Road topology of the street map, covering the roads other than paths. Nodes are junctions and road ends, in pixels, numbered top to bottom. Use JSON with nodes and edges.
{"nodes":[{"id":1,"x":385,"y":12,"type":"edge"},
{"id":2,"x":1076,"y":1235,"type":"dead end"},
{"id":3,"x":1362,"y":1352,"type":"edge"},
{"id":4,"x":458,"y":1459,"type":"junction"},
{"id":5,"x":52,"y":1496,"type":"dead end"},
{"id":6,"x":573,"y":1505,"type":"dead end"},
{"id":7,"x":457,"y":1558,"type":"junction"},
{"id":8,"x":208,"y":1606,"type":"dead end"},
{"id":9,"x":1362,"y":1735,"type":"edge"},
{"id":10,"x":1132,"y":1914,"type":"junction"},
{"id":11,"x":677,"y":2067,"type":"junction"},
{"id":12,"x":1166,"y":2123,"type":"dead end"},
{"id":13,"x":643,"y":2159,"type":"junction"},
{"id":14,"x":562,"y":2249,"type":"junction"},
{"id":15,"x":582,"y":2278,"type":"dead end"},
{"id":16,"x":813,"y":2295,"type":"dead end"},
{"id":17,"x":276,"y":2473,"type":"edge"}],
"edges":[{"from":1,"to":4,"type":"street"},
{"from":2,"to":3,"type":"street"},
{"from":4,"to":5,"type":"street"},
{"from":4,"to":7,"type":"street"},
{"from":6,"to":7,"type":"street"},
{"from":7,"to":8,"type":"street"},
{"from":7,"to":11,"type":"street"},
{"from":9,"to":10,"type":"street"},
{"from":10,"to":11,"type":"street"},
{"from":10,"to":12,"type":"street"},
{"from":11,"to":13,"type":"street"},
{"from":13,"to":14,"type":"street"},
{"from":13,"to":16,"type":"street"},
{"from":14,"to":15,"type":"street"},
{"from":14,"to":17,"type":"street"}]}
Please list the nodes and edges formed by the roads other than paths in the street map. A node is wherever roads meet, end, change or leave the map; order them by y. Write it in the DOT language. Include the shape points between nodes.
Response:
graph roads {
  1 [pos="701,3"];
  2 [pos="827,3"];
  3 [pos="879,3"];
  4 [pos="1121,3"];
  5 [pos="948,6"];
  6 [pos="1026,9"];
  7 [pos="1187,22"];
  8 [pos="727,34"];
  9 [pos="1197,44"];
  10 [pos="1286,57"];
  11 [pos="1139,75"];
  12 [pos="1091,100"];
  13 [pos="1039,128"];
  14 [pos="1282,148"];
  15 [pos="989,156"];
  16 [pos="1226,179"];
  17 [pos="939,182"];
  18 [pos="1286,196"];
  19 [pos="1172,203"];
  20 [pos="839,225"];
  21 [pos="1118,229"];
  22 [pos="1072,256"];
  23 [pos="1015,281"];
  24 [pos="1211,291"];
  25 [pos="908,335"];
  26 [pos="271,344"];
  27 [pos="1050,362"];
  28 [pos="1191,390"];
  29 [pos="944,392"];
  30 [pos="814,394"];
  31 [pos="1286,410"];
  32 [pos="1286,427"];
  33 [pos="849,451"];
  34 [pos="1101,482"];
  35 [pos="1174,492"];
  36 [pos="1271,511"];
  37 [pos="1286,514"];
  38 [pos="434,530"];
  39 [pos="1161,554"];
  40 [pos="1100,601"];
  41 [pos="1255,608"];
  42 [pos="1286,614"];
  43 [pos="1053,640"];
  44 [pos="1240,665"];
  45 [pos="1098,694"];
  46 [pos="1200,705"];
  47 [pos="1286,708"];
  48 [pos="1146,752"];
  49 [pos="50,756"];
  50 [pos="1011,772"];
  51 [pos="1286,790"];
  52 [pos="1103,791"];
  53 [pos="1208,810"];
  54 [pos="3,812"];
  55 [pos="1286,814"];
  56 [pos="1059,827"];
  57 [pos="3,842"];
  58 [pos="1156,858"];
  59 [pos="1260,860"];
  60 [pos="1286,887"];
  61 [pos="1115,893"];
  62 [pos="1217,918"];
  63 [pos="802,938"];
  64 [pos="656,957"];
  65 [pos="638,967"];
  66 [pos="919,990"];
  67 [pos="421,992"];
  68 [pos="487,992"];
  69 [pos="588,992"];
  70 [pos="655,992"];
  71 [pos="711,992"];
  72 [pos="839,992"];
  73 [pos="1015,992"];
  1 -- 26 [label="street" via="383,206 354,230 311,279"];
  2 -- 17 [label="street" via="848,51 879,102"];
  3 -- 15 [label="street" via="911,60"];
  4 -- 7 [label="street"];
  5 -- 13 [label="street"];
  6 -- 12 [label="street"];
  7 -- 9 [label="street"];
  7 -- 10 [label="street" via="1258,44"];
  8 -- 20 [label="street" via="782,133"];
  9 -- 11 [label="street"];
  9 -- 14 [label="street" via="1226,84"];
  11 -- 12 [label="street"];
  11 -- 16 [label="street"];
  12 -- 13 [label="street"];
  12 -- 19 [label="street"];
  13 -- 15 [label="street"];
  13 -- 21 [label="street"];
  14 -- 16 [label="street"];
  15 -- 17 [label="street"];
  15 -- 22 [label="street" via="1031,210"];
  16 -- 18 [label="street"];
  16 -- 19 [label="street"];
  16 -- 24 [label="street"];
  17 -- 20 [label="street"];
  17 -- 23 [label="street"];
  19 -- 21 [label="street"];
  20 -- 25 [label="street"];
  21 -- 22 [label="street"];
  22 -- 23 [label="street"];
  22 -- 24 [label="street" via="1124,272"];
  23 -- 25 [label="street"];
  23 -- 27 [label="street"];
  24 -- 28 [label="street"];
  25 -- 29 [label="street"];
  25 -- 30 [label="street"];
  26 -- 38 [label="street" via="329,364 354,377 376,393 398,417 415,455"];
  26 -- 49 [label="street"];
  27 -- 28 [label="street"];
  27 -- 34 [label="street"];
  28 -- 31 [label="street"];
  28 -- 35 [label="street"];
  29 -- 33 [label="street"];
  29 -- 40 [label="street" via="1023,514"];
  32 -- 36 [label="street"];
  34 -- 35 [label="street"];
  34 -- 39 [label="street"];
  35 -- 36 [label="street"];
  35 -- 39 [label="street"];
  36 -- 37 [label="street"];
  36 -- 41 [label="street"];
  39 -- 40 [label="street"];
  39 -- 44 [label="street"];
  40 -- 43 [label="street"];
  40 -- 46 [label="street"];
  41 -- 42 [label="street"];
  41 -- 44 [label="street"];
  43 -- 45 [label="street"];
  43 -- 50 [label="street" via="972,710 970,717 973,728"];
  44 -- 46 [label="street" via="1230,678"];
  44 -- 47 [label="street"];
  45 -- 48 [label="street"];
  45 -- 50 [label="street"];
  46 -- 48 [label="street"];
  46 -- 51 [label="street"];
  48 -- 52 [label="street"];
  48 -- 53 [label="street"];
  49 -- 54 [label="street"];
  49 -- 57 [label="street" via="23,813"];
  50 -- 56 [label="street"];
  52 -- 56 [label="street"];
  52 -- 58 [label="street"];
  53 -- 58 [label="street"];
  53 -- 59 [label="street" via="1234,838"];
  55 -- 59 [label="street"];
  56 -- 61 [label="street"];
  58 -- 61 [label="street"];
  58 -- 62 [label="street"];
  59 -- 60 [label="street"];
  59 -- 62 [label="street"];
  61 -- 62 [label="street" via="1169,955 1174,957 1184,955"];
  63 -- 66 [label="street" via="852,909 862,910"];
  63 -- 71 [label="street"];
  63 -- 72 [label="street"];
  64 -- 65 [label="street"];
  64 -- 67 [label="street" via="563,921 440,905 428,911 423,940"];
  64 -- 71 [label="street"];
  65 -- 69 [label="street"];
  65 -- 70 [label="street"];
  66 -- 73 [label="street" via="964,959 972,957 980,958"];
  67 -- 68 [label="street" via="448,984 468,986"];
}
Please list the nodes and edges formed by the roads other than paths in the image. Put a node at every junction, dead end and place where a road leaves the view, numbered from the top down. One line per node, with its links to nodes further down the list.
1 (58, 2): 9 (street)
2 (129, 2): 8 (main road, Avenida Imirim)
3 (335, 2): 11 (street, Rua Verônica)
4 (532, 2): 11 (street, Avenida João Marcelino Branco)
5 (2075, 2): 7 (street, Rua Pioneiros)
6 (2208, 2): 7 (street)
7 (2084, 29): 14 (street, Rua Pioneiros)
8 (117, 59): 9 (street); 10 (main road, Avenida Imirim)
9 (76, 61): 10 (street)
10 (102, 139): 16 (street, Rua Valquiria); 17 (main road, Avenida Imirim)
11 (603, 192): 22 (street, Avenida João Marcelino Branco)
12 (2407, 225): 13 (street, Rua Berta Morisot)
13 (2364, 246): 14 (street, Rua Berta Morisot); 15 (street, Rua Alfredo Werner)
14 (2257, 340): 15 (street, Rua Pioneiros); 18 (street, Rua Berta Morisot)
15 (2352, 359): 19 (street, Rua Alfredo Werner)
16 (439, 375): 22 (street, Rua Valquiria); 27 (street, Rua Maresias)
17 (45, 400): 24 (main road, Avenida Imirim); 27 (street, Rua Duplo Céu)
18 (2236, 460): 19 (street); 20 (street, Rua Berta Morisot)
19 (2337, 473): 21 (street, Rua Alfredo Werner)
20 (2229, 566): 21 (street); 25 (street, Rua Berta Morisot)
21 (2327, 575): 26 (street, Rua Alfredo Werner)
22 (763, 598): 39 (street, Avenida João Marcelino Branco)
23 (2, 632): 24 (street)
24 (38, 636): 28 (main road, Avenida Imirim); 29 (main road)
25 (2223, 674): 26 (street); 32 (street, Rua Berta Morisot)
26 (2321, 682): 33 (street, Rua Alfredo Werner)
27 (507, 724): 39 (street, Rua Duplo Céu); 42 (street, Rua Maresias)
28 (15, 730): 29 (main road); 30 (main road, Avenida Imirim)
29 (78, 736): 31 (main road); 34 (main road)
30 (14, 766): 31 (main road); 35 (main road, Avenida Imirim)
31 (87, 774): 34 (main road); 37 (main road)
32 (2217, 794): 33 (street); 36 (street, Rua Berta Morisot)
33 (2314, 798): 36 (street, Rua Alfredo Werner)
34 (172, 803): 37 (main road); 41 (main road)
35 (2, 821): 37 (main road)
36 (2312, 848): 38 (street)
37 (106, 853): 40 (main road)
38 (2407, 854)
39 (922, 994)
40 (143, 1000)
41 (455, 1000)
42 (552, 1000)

________

What you need to do: Only the lines from the one containing "down the list." through the end of the entries above should be written out, exactly and in full.

Solution to this exercise:
Please list the nodes and edges formed by the roads other than paths in the image. Put a node at every junction, dead end and place where a road leaves the view, numbered from the top down. One line per node, with its links to nodes further down the list.
1 (58, 2): 9 (street)
2 (129, 2): 8 (main road, Avenida Imirim)
3 (335, 2): 11 (street, Rua Verônica)
4 (532, 2): 11 (street, Avenida João Marcelino Branco)
5 (2075, 2): 7 (street, Rua Pioneiros)
6 (2208, 2): 7 (street)
7 (2084, 29): 14 (street, Rua Pioneiros)
8 (117, 59): 9 (street); 10 (main road, Avenida Imirim)
9 (76, 61): 10 (street)
10 (102, 139): 16 (street, Rua Valquiria); 17 (main road, Avenida Imirim)
11 (603, 192): 22 (street, Avenida João Marcelino Branco)
12 (2407, 225): 13 (street, Rua Berta Morisot)
13 (2364, 246): 14 (street, Rua Berta Morisot); 15 (street, Rua Alfredo Werner)
14 (2257, 340): 15 (street, Rua Pioneiros); 18 (street, Rua Berta Morisot)
15 (2352, 359): 19 (street, Rua Alfredo Werner)
16 (439, 375): 22 (street, Rua Valquiria); 27 (street, Rua Maresias)
17 (45, 400): 24 (main road, Avenida Imirim); 27 (street, Rua Duplo Céu)
18 (2236, 460): 19 (street); 20 (street, Rua Berta Morisot)
19 (2337, 473): 21 (street, Rua Alfredo Werner)
20 (2229, 566): 21 (street); 25 (street, Rua Berta Morisot)
21 (2327, 575): 26 (street, Rua Alfredo Werner)
22 (763, 598): 39 (street, Avenida João Marcelino Branco)
23 (2, 632): 24 (street)
24 (38, 636): 28 (main road, Avenida Imirim); 29 (main road)
25 (2223, 674): 26 (street); 32 (street, Rua Berta Morisot)
26 (2321, 682): 33 (street, Rua Alfredo Werner)
27 (507, 724): 39 (street, Rua Duplo Céu); 42 (street, Rua Maresias)
28 (15, 730): 29 (main road); 30 (main road, Avenida Imirim)
29 (78, 736): 31 (main road); 34 (main road)
30 (14, 766): 31 (main road); 35 (main road, Avenida Imirim)
31 (87, 774): 34 (main road); 37 (main road)
32 (2217, 794): 33 (street); 36 (street, Rua Berta Morisot)
33 (2314, 798): 36 (street, Rua Alfredo Werner)
34 (172, 803): 37 (main road); 41 (main road)
35 (2, 821): 37 (main road)
36 (2312, 848): 38 (street)
37 (106, 853): 40 (main road)
38 (2407, 854)
39 (922, 994)
40 (143, 1000)
41 (455, 1000)
42 (552, 1000)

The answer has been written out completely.